Alventis and Designer support creation of relationally-linked tables and InfoViews based on them. The overall concepts behind Relationality are explained in the chapter on Databases. Here, we will examine how this powerful feature works in Alventis and what you need to do in Designer to implement it.
You probably remember that to establish a relational link, a record of table A must be referencing another record from table B. This is achieved by having a special Pointer type field in table A. This field "points" to records of table B by storing their ID values. To establish a link between tables A and B then, all we need is a single Pointer field in A pointing to table B. Note that we are not using particularly precise terminology when we say the above. It would be more correct to say something to the effect of "value of the Pointer field from each record of table A points to some record from table B", but this is quite a mouthful, so we won't be very strict with our wording.

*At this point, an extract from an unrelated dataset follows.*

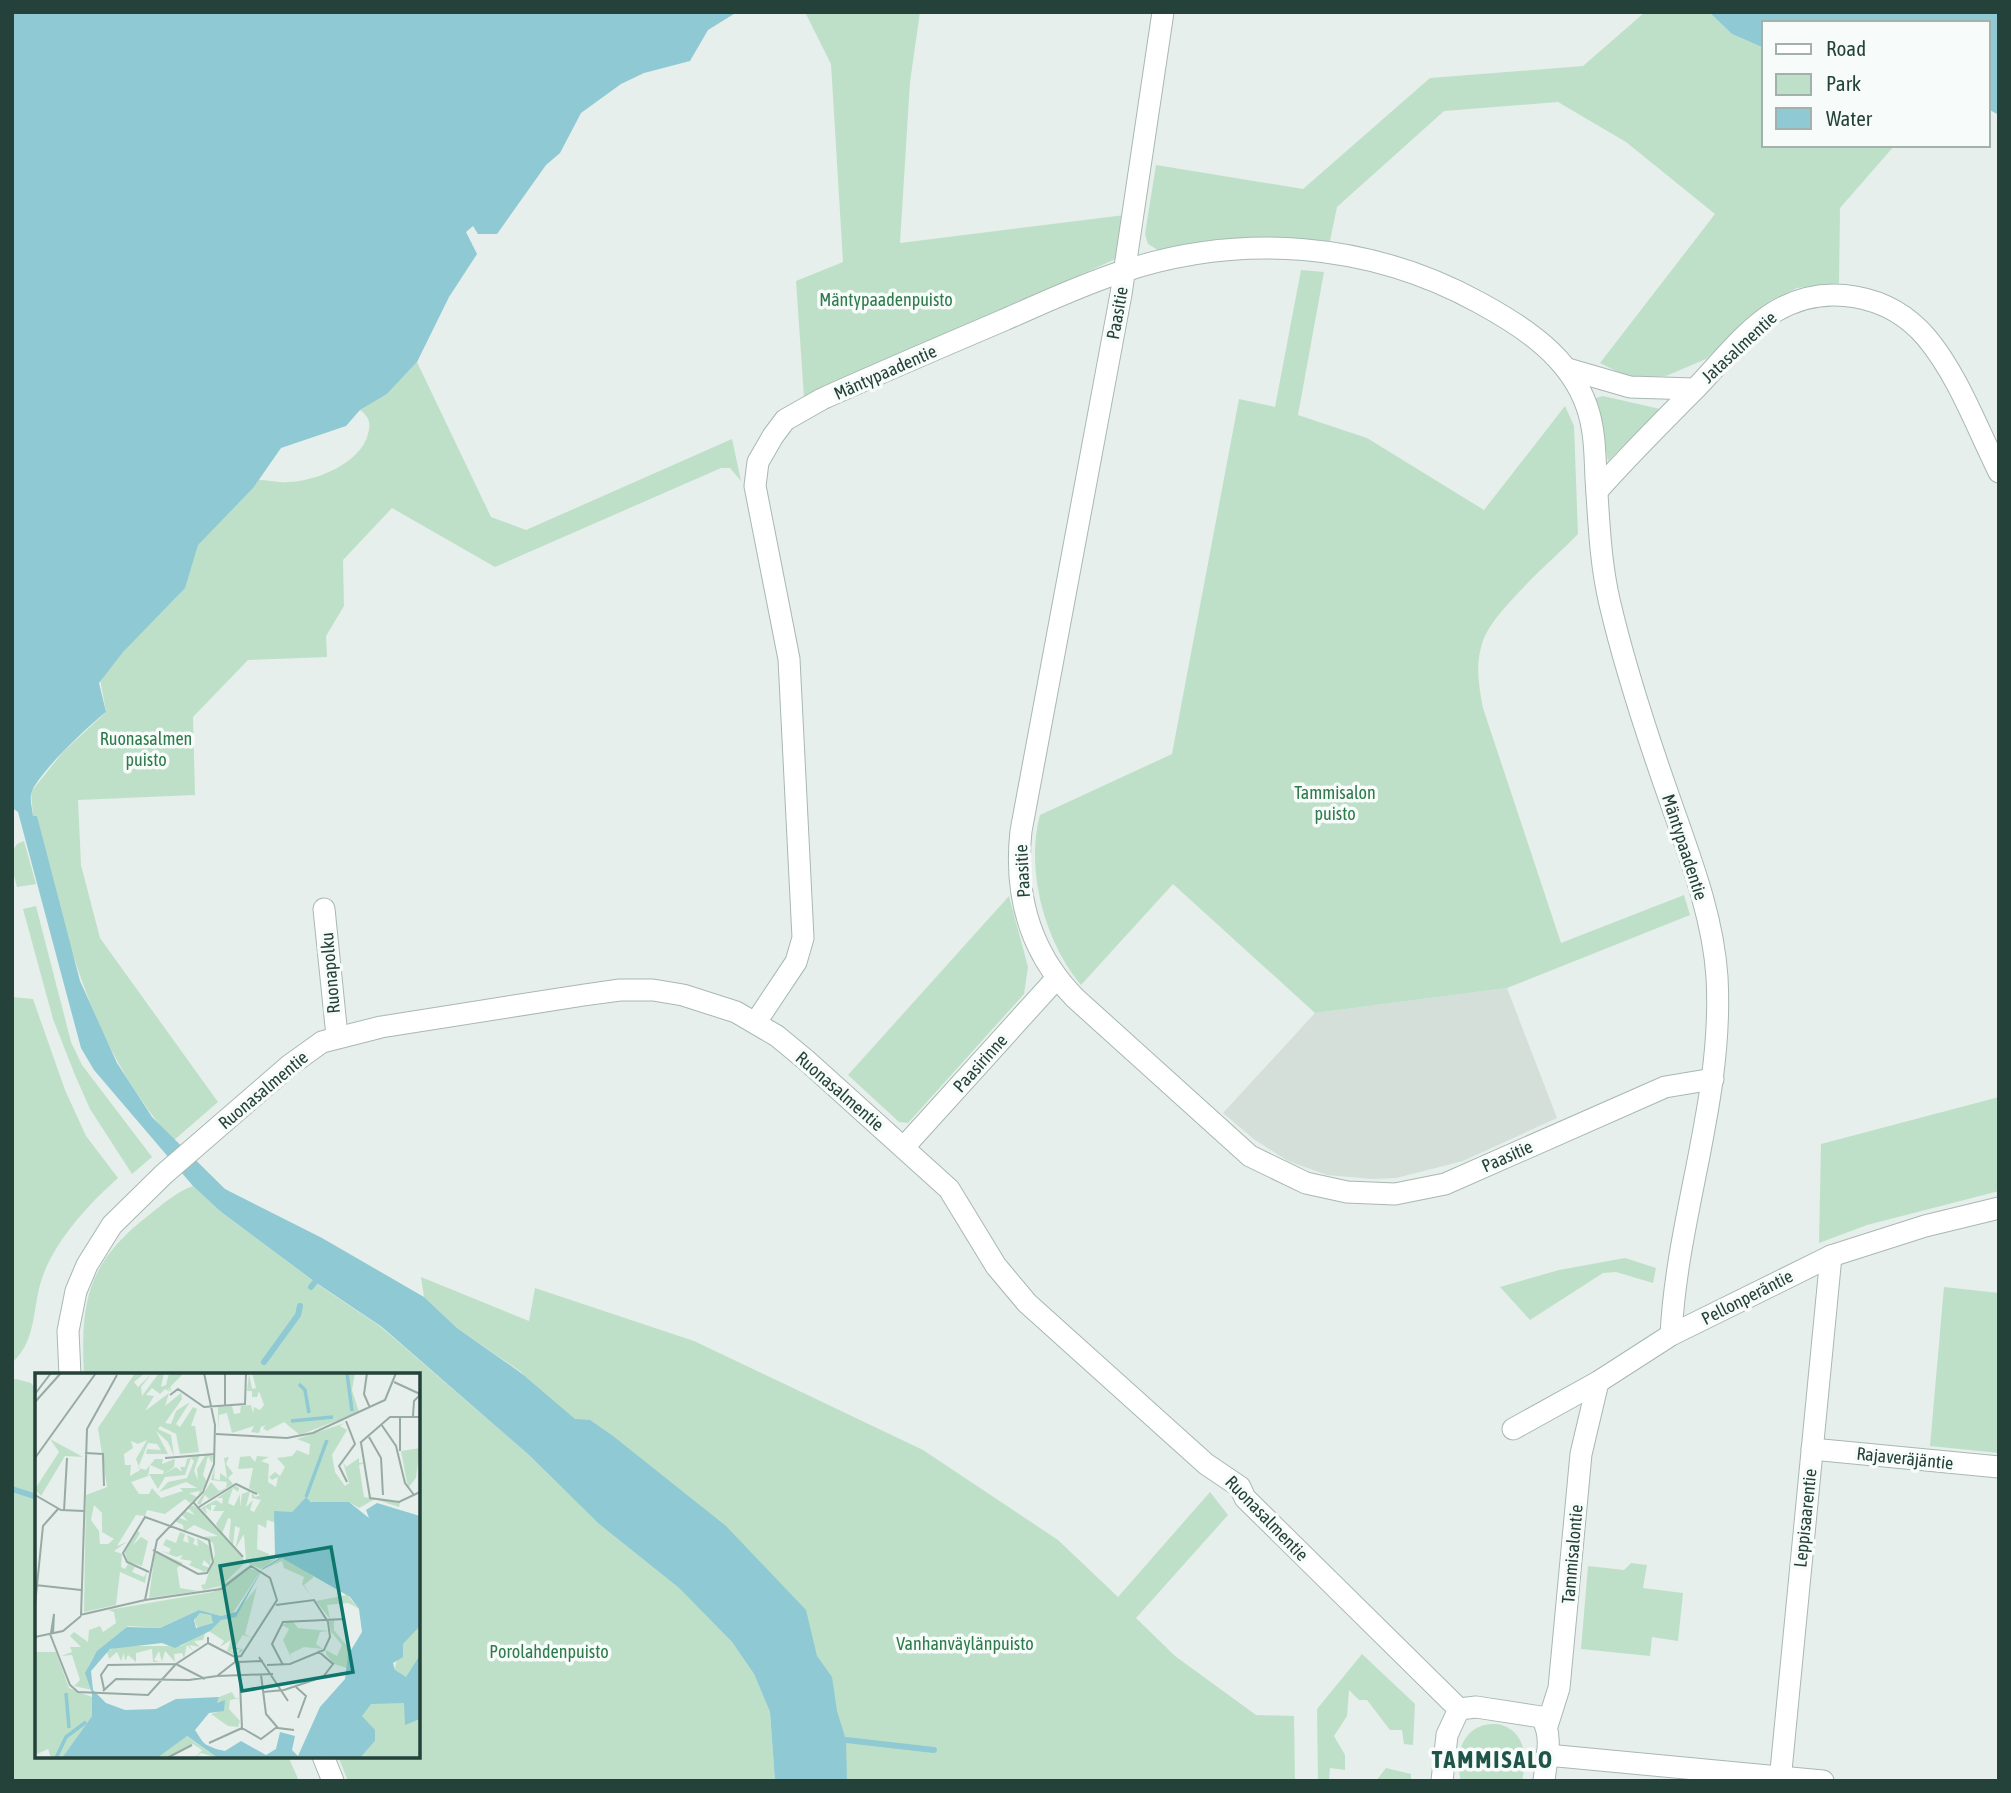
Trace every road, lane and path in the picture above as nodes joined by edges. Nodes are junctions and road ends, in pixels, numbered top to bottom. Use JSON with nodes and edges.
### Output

The field Type called Pointer is precisely the type we need.
Using an example very similar to the one from the Database Principles chapter, we must then ensure that the Contacts table has a Pointer field pointing to the States table. This field can be called anything we like, so we'll call it StatePtr. In the Contacts table, we shall create a new field, set its Type to Pointer, set its Name to StatePtr, and set its Pointer Target to States. That's it. Note that there's nothing that needs to be changed in the States table, which remains quite oblivious to the fact that some other table is now pointing to it.
With the relationship established at the table/field level, we must do the same at the InfoView level. There are two distinct kinds of Relational InfoViews that we can create, and we'll examine each one below.
Lookup Relational InfoView. This is the most obvious kind. Basically, we are basing the InfoView almost entirely on the main Contacts table: all fields that we place on the InfoView come from it. So, we end up with a rather ordinary looking InfoView with a bunch of Text Boxes for FName, LName, DateOfBirth, and the like – plus one new item for the StatePtr Pointer field: the Lookup Combo Box. As described in the Database Principles chapter, the Lookup Combo Box is a bit of a hybrid between an ordinary Combo Box and a grid. As a Combo Box, it is used to display and select the State that each Contact record points to (i.e., references or belongs to – whichever terminology you prefer), which is its main relational operation. As a grid, it allows you to view and even edit the records from the States table directly in the drop-down grid. You can also easily open the desired States record by Alt-double-clicking it or hitting Alt-Enter when it is focused. Since the Lookup Combo Box has pretty much an entire grid attached to it, we must populate that grid. Since this grid is supposed to be displaying fields from the States table, this is the table whose fields we must drag into this grid (or "send" them there by double-clicking them).
The Lookup Combo Box's grid opens automatically when the item is created. If it's not open, you can do so by double-clicking the Lookup Combo Box. Once you're done with the grid, you must close it using the Close button on top of it. There's just one other element of interest here. Imagine you have added 3 fields from the States table to the grid (ID, Abbreviation, and FullStateName – or something similar). When the grid is not dropped-down, the Lookup Combo Box only displays a single States field value – but which one? If there's more than one column in the grid, we must explicitly tell it which one we want to see in the Lookup Combo Box in its closed state. We do so using the little combo box next to the Close button.
Reverse Lookup Relational InfoView. This is only slightly trickier. The fundamental idea is to base the InfoView mainly on the States table, and for each State record display all Contacts records that point to it.
The above idea gives us a strong clue as to what we can expect to find in such an InfoView. It's mainly based on the States table, so it shouldn't be too different from any non-relational form based on that table. This suggests that our form will probably have a bunch of fields from the States table scattered all over it. And how would such an "ordinary" form display a list of anything, and in particular of Contacts records? Well, a list seems to suggest a grid. Turns out this is exactly what such an InfoView looks like.
If we were to spell-out a "definition" of the Reverse Lookup InfoView, it would go something like this: it is an InfoView that contains one or more items implementing fields from the pointed-to table, and a grid implementing the pointing table.
In the above example, the "pointed-to" table is States, and the pointing one is Contacts (Contacts points to States, remember?). Note that the above "definition" does not specify what items are implementing the pointed-to table's fields. This is because it absolutely doesn't matter. It can be an array of Text Boxes or a grid (this one based on the pointed-to table and not to be confused with the other one that lists records from the pointing table), or even a combination of both. What is mandatory is that the pointing table be represented by a grid. It is also worth noting that nothing in the above "definition" suggests the order in which fields should be added to the InfoView and the grid. This is not a careless omission: the order does not matter. Designer allows you to start the InfoView as a completely "innocent" non-relational form, based on the pointed-to table, and then suddenly turn it into a relational one simply by adding a grid based on the pointing table. Conversely, an InfoView can start its life with just a single grid based on the pointing table (only a grid, no other field-based items!), and then become relational the moment you add a field from the pointed-to table. Either way, we end up with the very same result.